Kollmeier, J., Tan, Z., Joseph, A. A., Kalentev, O., Voit, D., Merboldt, K. D., et al. (2019). Real-time multi-directional flow MRI using model-based reconstructions of undersampled radial FLASH – A feasibility study. NMR in Biomedicine, 32. doi:101002/nbm4184.


Cite as: https://hdl.handle.net/21.11116/0000-000A-EEE6-7
Abstract
The purpose of this work was to develop an acquisition and reconstruction technique for two- and three-directional (2d and 3d) phase-contrast flow MRI in real time. A previous real-time MRI technique for one-directional (1d) through-plane flow was extended to 2d and 3d flow MRI by introducing in-plane flow sensitivity.
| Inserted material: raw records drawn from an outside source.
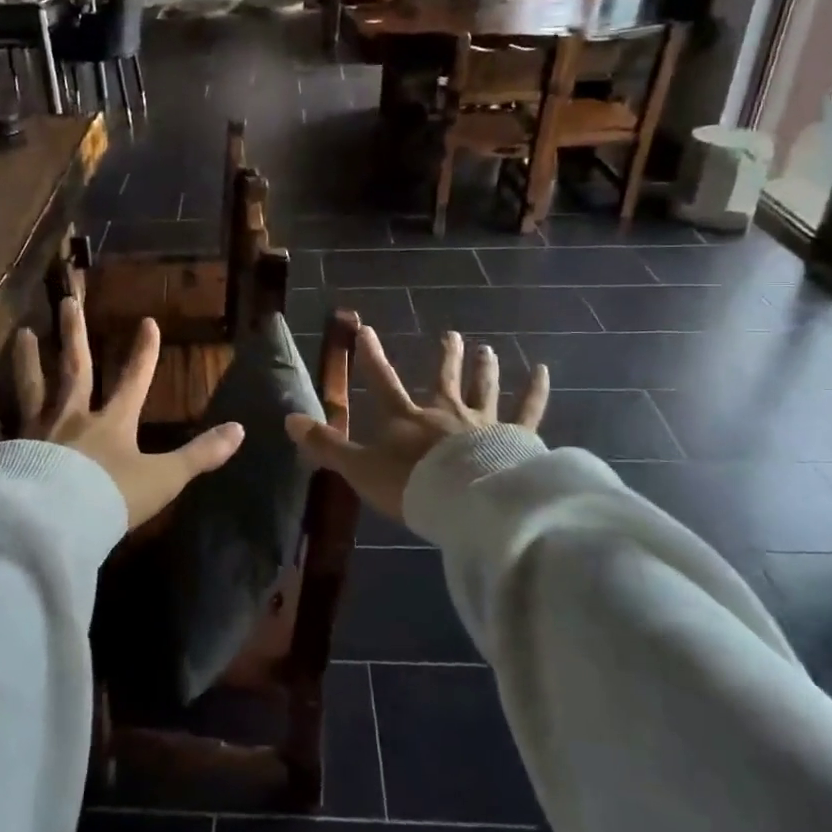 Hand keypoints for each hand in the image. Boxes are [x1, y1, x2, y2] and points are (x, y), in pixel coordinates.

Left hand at [0, 297, 244, 531]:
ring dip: (26, 360)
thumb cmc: (111, 500)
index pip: (134, 379)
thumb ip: (201, 454)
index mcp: (112, 423)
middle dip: (75, 335)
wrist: (57, 524)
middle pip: (75, 369)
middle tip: (66, 301)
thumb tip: (241, 430)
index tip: (147, 322)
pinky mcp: (6, 451)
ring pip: (31, 388)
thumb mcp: (164, 479)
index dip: (143, 352)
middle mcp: (72, 417)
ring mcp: (35, 431)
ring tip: (20, 334)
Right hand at [285, 327, 548, 520]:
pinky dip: (535, 391)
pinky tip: (543, 371)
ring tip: (487, 349)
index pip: (383, 381)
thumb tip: (288, 420)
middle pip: (444, 379)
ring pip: (484, 388)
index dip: (372, 357)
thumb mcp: (359, 468)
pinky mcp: (514, 438)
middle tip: (452, 335)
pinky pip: (528, 411)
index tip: (366, 330)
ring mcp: (482, 422)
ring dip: (484, 368)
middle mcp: (444, 412)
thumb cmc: (410, 485)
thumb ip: (326, 445)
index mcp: (406, 418)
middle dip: (446, 357)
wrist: (466, 501)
The method employs highly undersampled radial FLASH sequences with sequential acquisitions of two or three flow-encoding datasets and one flow-compensated dataset. Echo times are minimized by merging the waveforms of flow-encoding and radial imaging gradients. For each velocity direction individually, model-based reconstructions by regularized nonlinear inversion jointly estimate an anatomical image, a set of coil sensitivities and a phase-contrast velocity map directly. The reconstructions take advantage of a dynamic phase reference obtained by interpolating consecutive flow-compensated acquisitions. Validations include pulsatile flow phantoms as well as in vivo studies of the human aorta at 3 T. The proposed method offers cross-sectional 2d and 3d flow MRI of the human aortic arch at 53 and 67 ms resolution, respectively, without ECG synchronization and during free breathing. The in-plane resolution was 1.5 × 1.5 mm2 and the slice thickness 6 mm. In conclusion, real-time multi-directional flow MRI offers new opportunities to study complex human blood flow without the risk of combining differential phase (i.e., velocity) information from multiple heartbeats as for ECG-gated data. The method would benefit from a further reduction of acquisition time and accelerated computing to allow for extended clinical trials.